I also agree with Ron, you need to define this noise a little better. You could be chasing something that is not internal engine related at all. Get out your stethoscope and go listening.
Good luck and keep us posted
Whomever says you have to remove the heads for stuck lifters need NOT be in your engine room. (or your wallet)
Valve Covers and Intake Manifold is all you need for lifter access.
This boat was a non running boat when the John bought it. Low hours on the Hobbs, etc. Apparently sat for years without running. If you go look at his early posts in Feb. you can see where he started and has come to today.
I suspect that there is much more wrong then stuck lifters on the one engine.

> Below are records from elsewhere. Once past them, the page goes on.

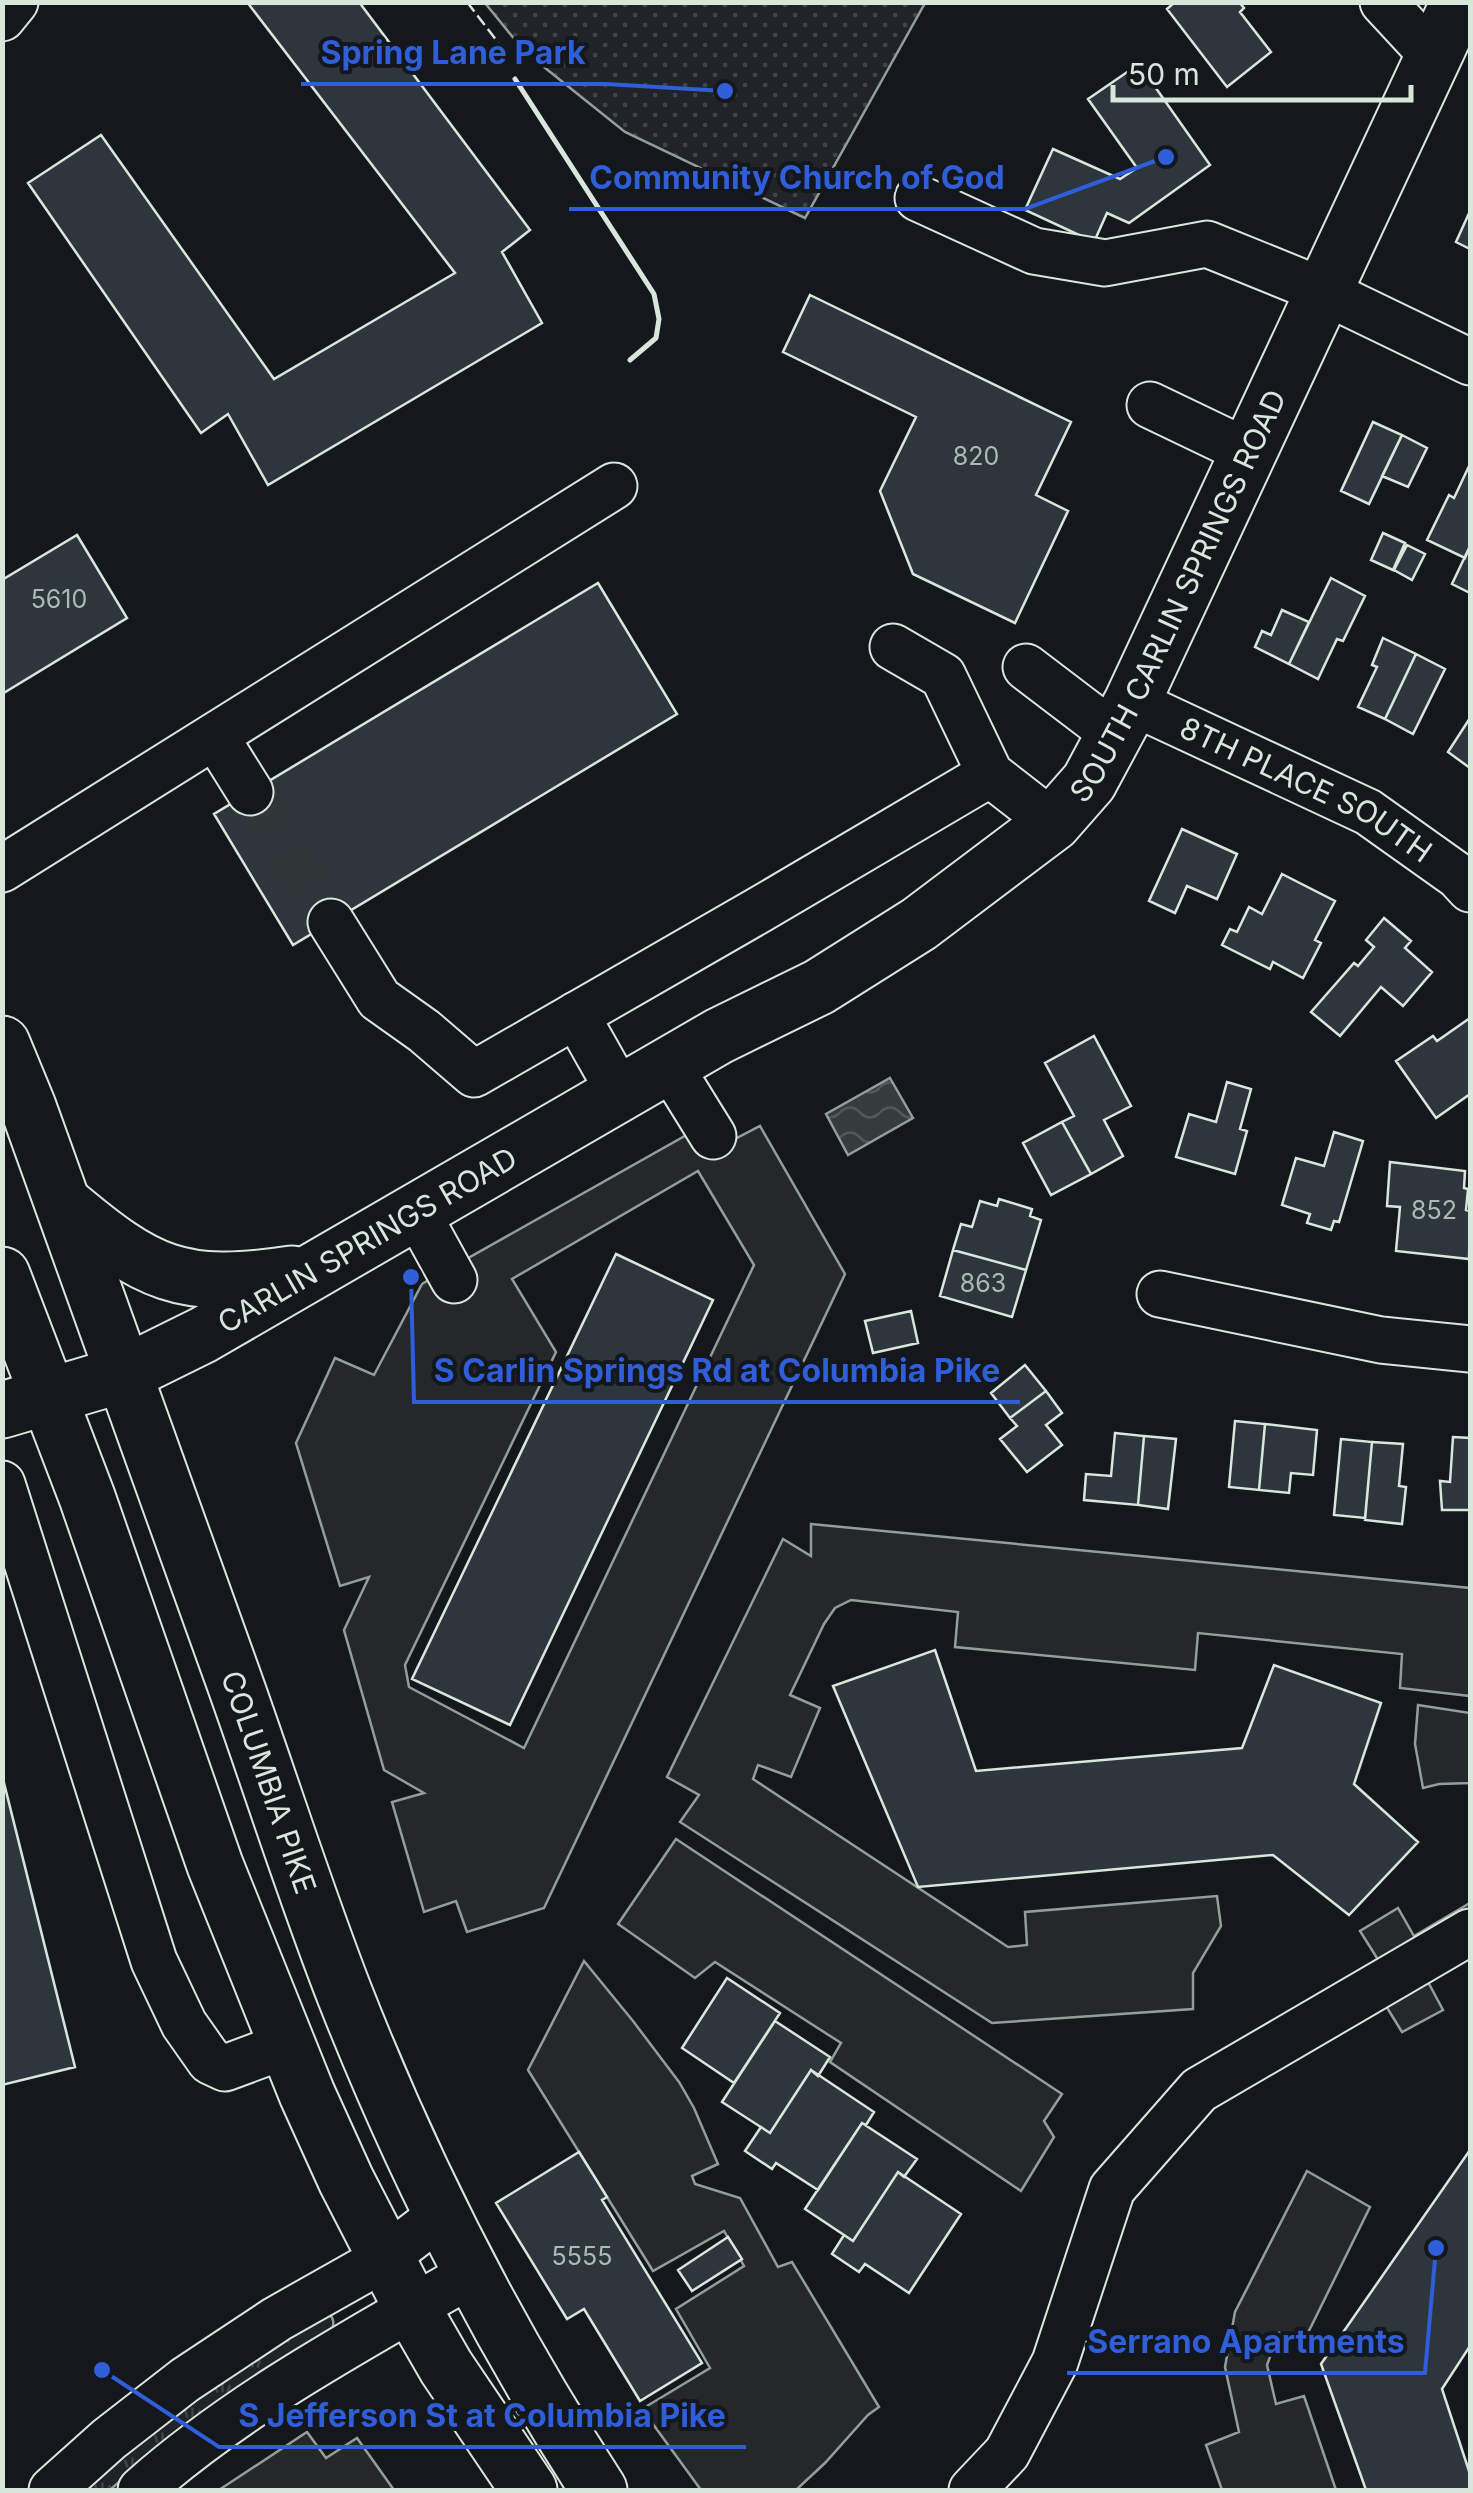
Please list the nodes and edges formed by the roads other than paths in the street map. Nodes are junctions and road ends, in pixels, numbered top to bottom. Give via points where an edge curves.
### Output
1 (15, 2) edge
2 (1383, 2) edge
3 (1459, 2) edge
4 (2, 18) edge
5 (1434, 56) junction
6 (918, 198) dead end
7 (1324, 292) junction
8 (1470, 362) edge
9 (1150, 405) dead end
10 (1248, 452) junction
11 (614, 486) dead end
12 (892, 646) dead end
13 (1026, 667) dead end
14 (1123, 718) junction
15 (216, 736) junction
16 (990, 774) junction
17 (250, 792) tunnel mouth
18 (1053, 823) junction
19 (2, 869) edge
20 (1470, 889) edge
21 (332, 922) tunnel mouth
22 (576, 1015) junction
23 (719, 1036) joint
24 (2, 1044) edge
25 (669, 1066) junction
26 (620, 1094) junction
27 (713, 1136) dead end
28 (63, 1203) junction
29 (416, 1210) junction
30 (313, 1270) junction
31 (2, 1275) edge
32 (454, 1280) dead end
33 (1160, 1294) dead end
34 (1470, 1349) edge
35 (124, 1374) junction
36 (26, 1404) edge
37 (2, 1484) edge
38 (1470, 1932) edge
39 (287, 2046) junction
40 (442, 2214) junction
41 (385, 2258) junction
42 (473, 2274) junction
43 (412, 2308) junction
44 (52, 2490) edge
45 (141, 2490) edge
46 (528, 2490) edge
47 (600, 2490) edge
48 (972, 2490) edge

1 - 4 street
2 - 5 street
3 - 5 main road, SOUTH CARLIN SPRINGS ROAD
5 - 7 main road, SOUTH CARLIN SPRINGS ROAD
6 - 7 street via 1034,252 1105,263 1207,244
7 - 8 street
7 - 10 main road, SOUTH CARLIN SPRINGS ROAD
9 - 10 street
10 - 14 main road, SOUTH CARLIN SPRINGS ROAD
11 - 15 street
12 - 16 street via 943,676
13 - 14 street, 8TH PLACE SOUTH
14 - 18 main road, SOUTH CARLIN SPRINGS ROAD via 1089,782
14 - 20 street, 8TH PLACE SOUTH via 1368,812
15 - 17 street
15 - 19 street
16 - 18 street
16 - 22 street
18 - 23 main road, SOUTH CARLIN SPRINGS ROAD via 919,924 819,987
21 - 22 street via 379,999 474,1074
22 - 26 street
23 - 25 main road, CARLIN SPRINGS ROAD
24 - 28 main road, COLUMBIA PIKE
25 - 26 main road, CARLIN SPRINGS ROAD
25 - 27 street
26 - 29 main road, CARLIN SPRINGS ROAD
28 - 30 main road via 120,1249 182,1277 227,1281
28 - 35 main road, COLUMBIA PIKE
29 - 30 main road, CARLIN SPRINGS ROAD
29 - 32 street
30 - 35 main road, CARLIN SPRINGS ROAD
31 - 36 main road
33 - 34 street via 1381,1340
35 - 36 main road, CARLIN SPRINGS ROAD
35 - 40 main road, COLUMBIA PIKE via 344,1992
36 - 39 main road via 88,1497 192,1802
37 - 39 street via 154,1962 184,2024 210,2061 225,2068
38 - 48 street via 1198,2090 1112,2189 1054,2362 1007,2453
39 - 41 main road
40 - 41 street
40 - 42 main road, COLUMBIA PIKE
41 - 43 main road
41 - 44 street via 217,2357
42 - 43 street
42 - 47 main road, COLUMBIA PIKE
43 - 45 street via 261,2400
43 - 46 main road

I bought the boat in early March (3/10/20). My buddy pulled the carbs and rebuilt them, then we waited to have the boat hauled out for bottom work. The boat was on the hard from 4/3/20 till 7/17/20 (over 3 months!!) for the boatyard to grind the bottom down to fiberglass, repair a TON of blisters from small to over 3", some stretching out in a string. New epoxy barrier coat was applied (they claim 4 coats), and new bottom paint was applied (they claim 3 coats). The thru-hulls were replaced. I was not allowed on the boat - only the yard could do the work, and they weren't nearly competent enough to rebuild the thru-hulls. I have new Marelon thru-hulls. They also replaced the supports for the swim platform.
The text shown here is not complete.